(Excerpts from a dataset)
● ● ● ●

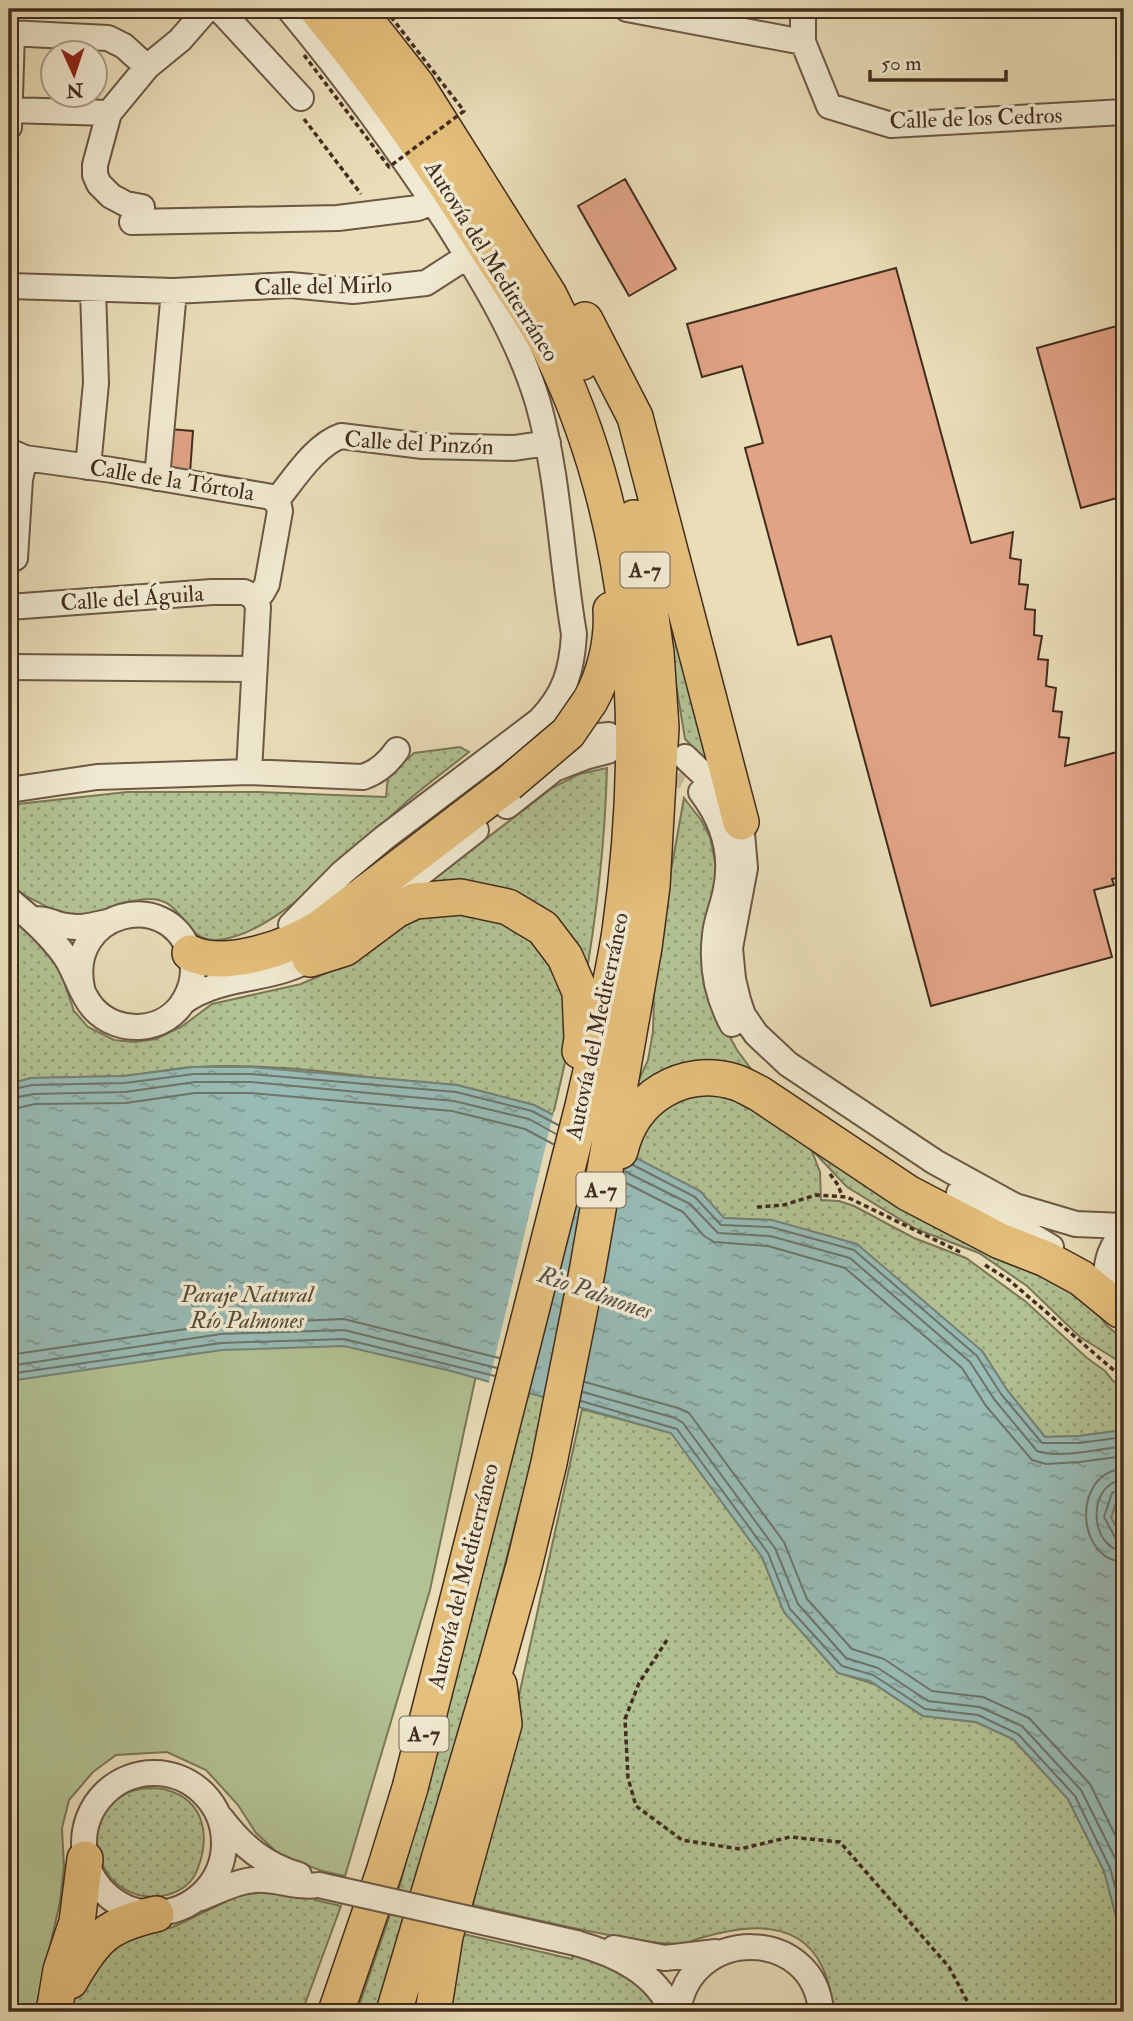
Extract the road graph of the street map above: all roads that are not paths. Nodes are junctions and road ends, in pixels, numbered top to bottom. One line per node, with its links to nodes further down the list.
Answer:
1 (207, 9): 10 (street)
2 (219, 9): 12 (street)
3 (289, 9): 17 (street)
4 (317, 9): 27 (highway, Autovía del Mediterráneo / A-7)
5 (357, 9): 11 (highway, Autovía del Mediterráneo / A-7)
6 (627, 9): 9 (street)
7 (803, 9): 9 (street)
8 (10, 33): 10 (street); 13 (street)
9 (803, 42): 14 (street, Calle de los Cedros)
10 (147, 67): 15 (street)
11 (416, 84): 36 (highway); 45 (highway, Autovía del Mediterráneo / A-7)
12 (301, 98)
13 (9, 110): 15 (street); 16 (street)
14 (1124, 112)
15 (109, 113): 17 (street)
16 (9, 127)
17 (432, 202): 18 (street)
18 (468, 256): 21 (street, Calle del Mirlo); 22 (street)
19 (9, 286): 20 (street, Calle del Mirlo)
20 (93, 290): 21 (street, Calle del Mirlo); 24 (street)
21 (174, 291): 25 (street)
22 (548, 443): 26 (street, Calle del Pinzón); 40 (street)
23 (17, 455): 24 (street, Calle de la Tórtola); 28 (street)
24 (88, 467): 25 (street, Calle de la Tórtola)
25 (157, 478): 26 (street, Calle de la Tórtola)
26 (276, 500): 29 (street, Calle de la Tórtola)
27 (607, 503): 41 (highway, bridge); 45 (highway, Autovía del Mediterráneo / A-7)
28 (15, 558)
29 (254, 597): 30 (street, Calle del Águila); 32 (street)
30 (9, 607)
31 (9, 667): 32 (street)
32 (254, 669): 34 (street)
33 (397, 750): 34 (street)
34 (249, 772): 35 (street)
35 (9, 790)
36 (741, 822): 46 (street); 48 (street)
37 (9, 900): 38 (street)
38 (34, 920): 39 (street); 43 (street)
39 (107, 922): 41 (street); 43 (street)
40 (291, 925): 41 (street); 42 (street)
41 (187, 948): 44 (street)
42 (310, 959): 44 (street); 45 (highway)
43 (82, 988): 44 (street)
44 (183, 1002)
45 (610, 1110): 48 (highway); 49 (highway, A-7); 53 (highway, Autovía del Mediterráneo / A-7)
46 (1124, 1226)
47 (1124, 1233): 48 (street)
48 (1117, 1304)
49 (496, 1663): 50 (highway, A-7); 65 (highway)
50 (458, 1792): 63 (highway, A-7); 64 (highway)
51 (218, 1814): 52 (street); 54 (street); 55 (street)
52 (85, 1859): 56 (street); 59 (highway)
53 (384, 1872): 61 (highway); 62 (highway, Autovía del Mediterráneo / A-7)
54 (319, 1885): 55 (street); 57 (street, bridge)
55 (195, 1900): 56 (street)
56 (156, 1913): 60 (highway)
57 (603, 1950): 58 (street); 66 (street)
58 (724, 1951): 67 (street); 68 (street)
59 (54, 2012)
60 (66, 2012)
61 (317, 2012)
62 (336, 2012)
63 (394, 2012)
64 (417, 2012)
65 (433, 2012)
66 (672, 2012)
67 (678, 2012)
68 (821, 2012)

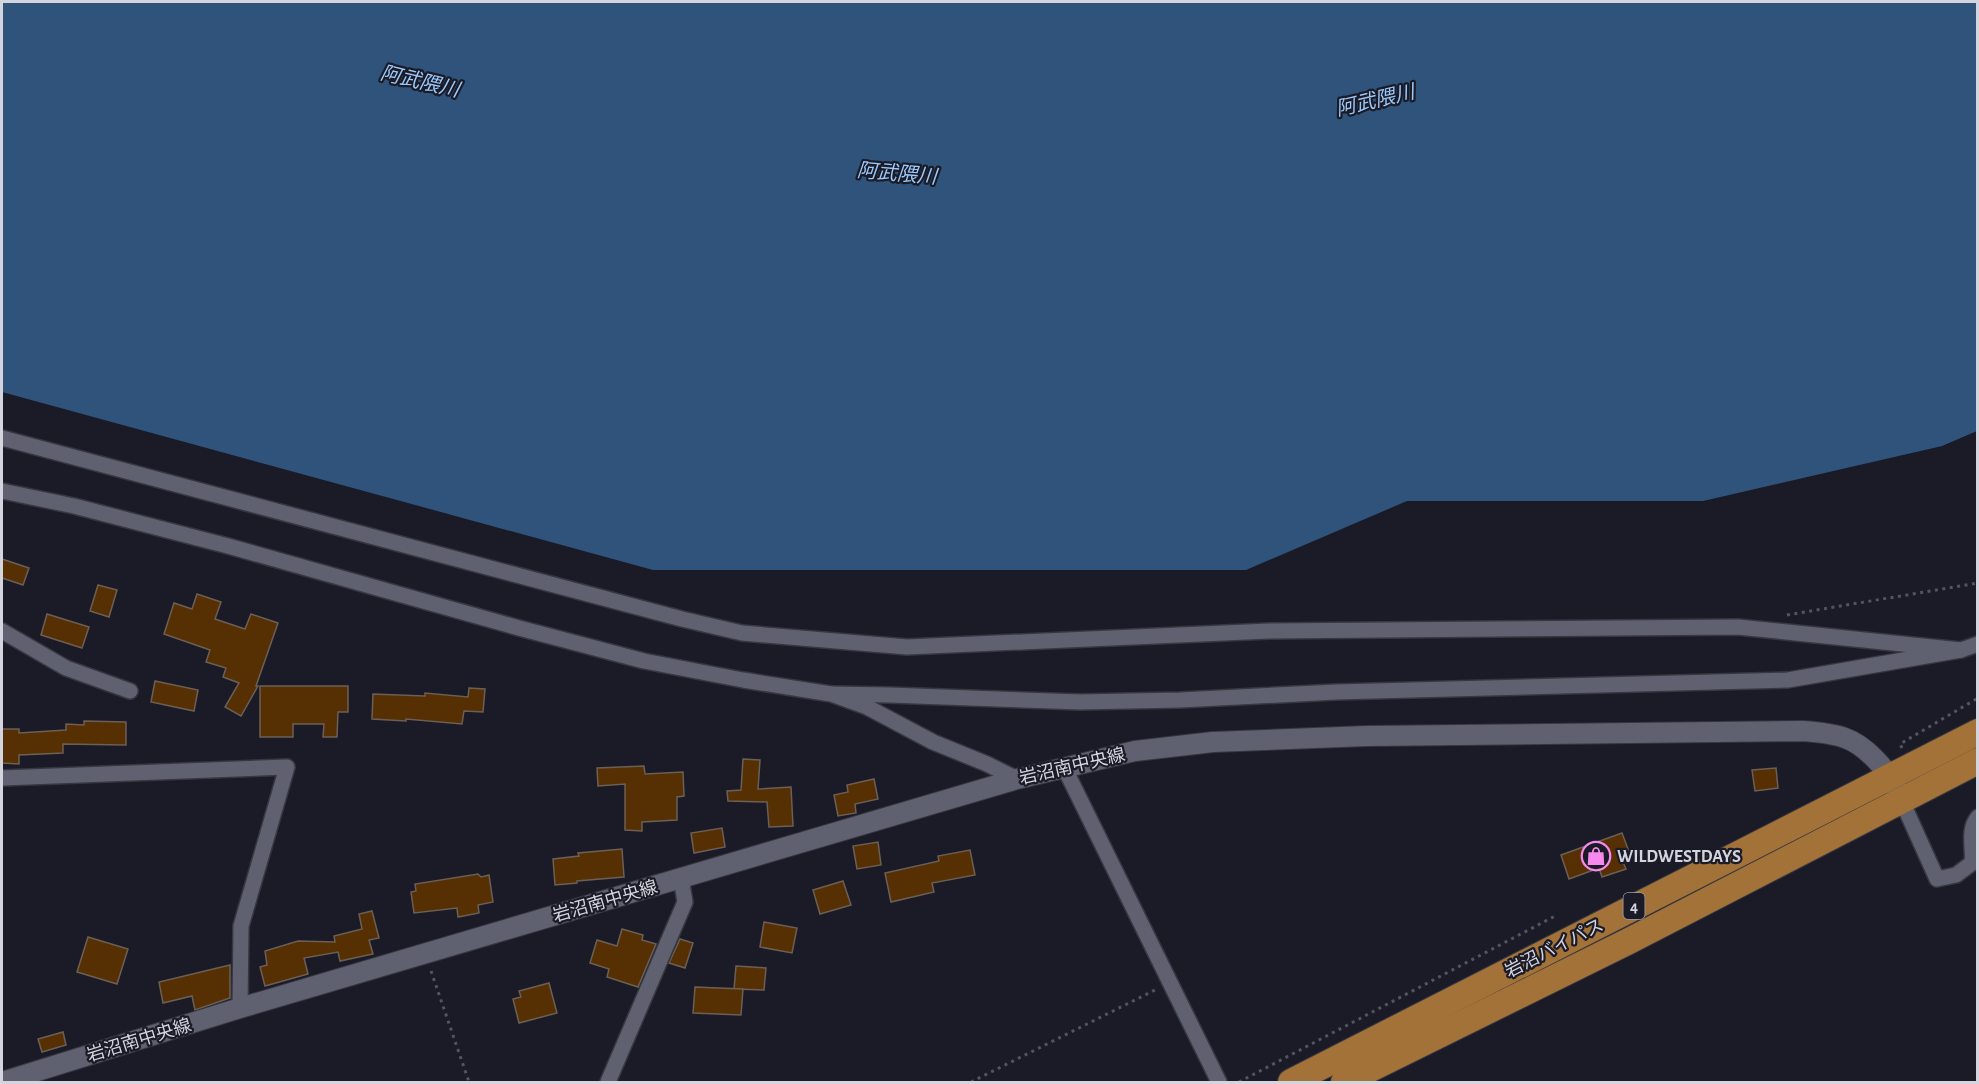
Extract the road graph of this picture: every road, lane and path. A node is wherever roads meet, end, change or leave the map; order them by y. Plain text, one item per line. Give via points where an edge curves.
1 (2, 438) edge
2 (2, 491) edge
3 (1977, 583) edge
4 (1783, 615) dead end
5 (2, 631) edge
6 (1977, 644) edge
7 (1961, 650) junction
8 (130, 691) dead end
9 (832, 694) junction
10 (1977, 698) edge
11 (1977, 732) edge
12 (1904, 752) dead end
13 (1977, 761) edge
14 (1064, 767) junction
15 (1891, 776) junction
16 (2, 778) edge
17 (1017, 779) junction
18 (1901, 800) junction
19 (1977, 817) edge
20 (681, 878) junction
21 (1557, 915) dead end
22 (425, 954) junction
23 (1170, 982) junction
24 (240, 1008) junction
25 (2, 1083) edge
26 (469, 1083) edge
27 (608, 1083) edge
28 (971, 1083) edge
29 (1219, 1083) edge
30 (1239, 1083) edge
31 (1291, 1083) edge
32 (1344, 1083) edge

1 - 7 street via 742,633 907,646 1269,631 1738,627
2 - 9 street via 228,546 644,661
3 - 4 path
5 - 8 street via 66,668
6 - 7 street
7 - 9 street via 1788,680 1091,702
9 - 17 street
10 - 12 path via 1900,744
11 - 15 highway, 岩沼バイパス / 4
13 - 18 highway, 岩沼バイパス / 4
14 - 15 street, 岩沼南中央線 via 1135,752 1214,742 1367,736 1802,731 1846,738
14 - 17 street, 岩沼南中央線
14 - 23 street
15 - 18 street
15 - 31 highway, 岩沼バイパス / 4
16 - 24 street via 287,767 241,926
17 - 20 street, 岩沼南中央線
18 - 19 street via 1937,879 1956,875 1971,863 1971,836
18 - 32 highway, 岩沼バイパス / 4
20 - 22 street, 岩沼南中央線
20 - 27 street via 685,902
21 - 30 path
22 - 24 street, 岩沼南中央線
22 - 26 path
23 - 28 path
23 - 29 street
24 - 25 street, 岩沼南中央線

● ● ● ●

| The task |
Print the records again exactly, pictures excluded.

| Solution for this exercise |
Extract the road graph of the street map above: all roads that are not paths. Nodes are junctions and road ends, in pixels, numbered top to bottom. One line per node, with its links to nodes further down the list.
Answer:
1 (207, 9): 10 (street)
2 (219, 9): 12 (street)
3 (289, 9): 17 (street)
4 (317, 9): 27 (highway, Autovía del Mediterráneo / A-7)
5 (357, 9): 11 (highway, Autovía del Mediterráneo / A-7)
6 (627, 9): 9 (street)
7 (803, 9): 9 (street)
8 (10, 33): 10 (street); 13 (street)
9 (803, 42): 14 (street, Calle de los Cedros)
10 (147, 67): 15 (street)
11 (416, 84): 36 (highway); 45 (highway, Autovía del Mediterráneo / A-7)
12 (301, 98)
13 (9, 110): 15 (street); 16 (street)
14 (1124, 112)
15 (109, 113): 17 (street)
16 (9, 127)
17 (432, 202): 18 (street)
18 (468, 256): 21 (street, Calle del Mirlo); 22 (street)
19 (9, 286): 20 (street, Calle del Mirlo)
20 (93, 290): 21 (street, Calle del Mirlo); 24 (street)
21 (174, 291): 25 (street)
22 (548, 443): 26 (street, Calle del Pinzón); 40 (street)
23 (17, 455): 24 (street, Calle de la Tórtola); 28 (street)
24 (88, 467): 25 (street, Calle de la Tórtola)
25 (157, 478): 26 (street, Calle de la Tórtola)
26 (276, 500): 29 (street, Calle de la Tórtola)
27 (607, 503): 41 (highway, bridge); 45 (highway, Autovía del Mediterráneo / A-7)
28 (15, 558)
29 (254, 597): 30 (street, Calle del Águila); 32 (street)
30 (9, 607)
31 (9, 667): 32 (street)
32 (254, 669): 34 (street)
33 (397, 750): 34 (street)
34 (249, 772): 35 (street)
35 (9, 790)
36 (741, 822): 46 (street); 48 (street)
37 (9, 900): 38 (street)
38 (34, 920): 39 (street); 43 (street)
39 (107, 922): 41 (street); 43 (street)
40 (291, 925): 41 (street); 42 (street)
41 (187, 948): 44 (street)
42 (310, 959): 44 (street); 45 (highway)
43 (82, 988): 44 (street)
44 (183, 1002)
45 (610, 1110): 48 (highway); 49 (highway, A-7); 53 (highway, Autovía del Mediterráneo / A-7)
46 (1124, 1226)
47 (1124, 1233): 48 (street)
48 (1117, 1304)
49 (496, 1663): 50 (highway, A-7); 65 (highway)
50 (458, 1792): 63 (highway, A-7); 64 (highway)
51 (218, 1814): 52 (street); 54 (street); 55 (street)
52 (85, 1859): 56 (street); 59 (highway)
53 (384, 1872): 61 (highway); 62 (highway, Autovía del Mediterráneo / A-7)
54 (319, 1885): 55 (street); 57 (street, bridge)
55 (195, 1900): 56 (street)
56 (156, 1913): 60 (highway)
57 (603, 1950): 58 (street); 66 (street)
58 (724, 1951): 67 (street); 68 (street)
59 (54, 2012)
60 (66, 2012)
61 (317, 2012)
62 (336, 2012)
63 (394, 2012)
64 (417, 2012)
65 (433, 2012)
66 (672, 2012)
67 (678, 2012)
68 (821, 2012)

Extract the road graph of this picture: every road, lane and path. A node is wherever roads meet, end, change or leave the map; order them by y. Plain text, one item per line. Give via points where an edge curves.
1 (2, 438) edge
2 (2, 491) edge
3 (1977, 583) edge
4 (1783, 615) dead end
5 (2, 631) edge
6 (1977, 644) edge
7 (1961, 650) junction
8 (130, 691) dead end
9 (832, 694) junction
10 (1977, 698) edge
11 (1977, 732) edge
12 (1904, 752) dead end
13 (1977, 761) edge
14 (1064, 767) junction
15 (1891, 776) junction
16 (2, 778) edge
17 (1017, 779) junction
18 (1901, 800) junction
19 (1977, 817) edge
20 (681, 878) junction
21 (1557, 915) dead end
22 (425, 954) junction
23 (1170, 982) junction
24 (240, 1008) junction
25 (2, 1083) edge
26 (469, 1083) edge
27 (608, 1083) edge
28 (971, 1083) edge
29 (1219, 1083) edge
30 (1239, 1083) edge
31 (1291, 1083) edge
32 (1344, 1083) edge

1 - 7 street via 742,633 907,646 1269,631 1738,627
2 - 9 street via 228,546 644,661
3 - 4 path
5 - 8 street via 66,668
6 - 7 street
7 - 9 street via 1788,680 1091,702
9 - 17 street
10 - 12 path via 1900,744
11 - 15 highway, 岩沼バイパス / 4
13 - 18 highway, 岩沼バイパス / 4
14 - 15 street, 岩沼南中央線 via 1135,752 1214,742 1367,736 1802,731 1846,738
14 - 17 street, 岩沼南中央線
14 - 23 street
15 - 18 street
15 - 31 highway, 岩沼バイパス / 4
16 - 24 street via 287,767 241,926
17 - 20 street, 岩沼南中央線
18 - 19 street via 1937,879 1956,875 1971,863 1971,836
18 - 32 highway, 岩沼バイパス / 4
20 - 22 street, 岩沼南中央線
20 - 27 street via 685,902
21 - 30 path
22 - 24 street, 岩沼南中央線
22 - 26 path
23 - 28 path
23 - 29 street
24 - 25 street, 岩沼南中央線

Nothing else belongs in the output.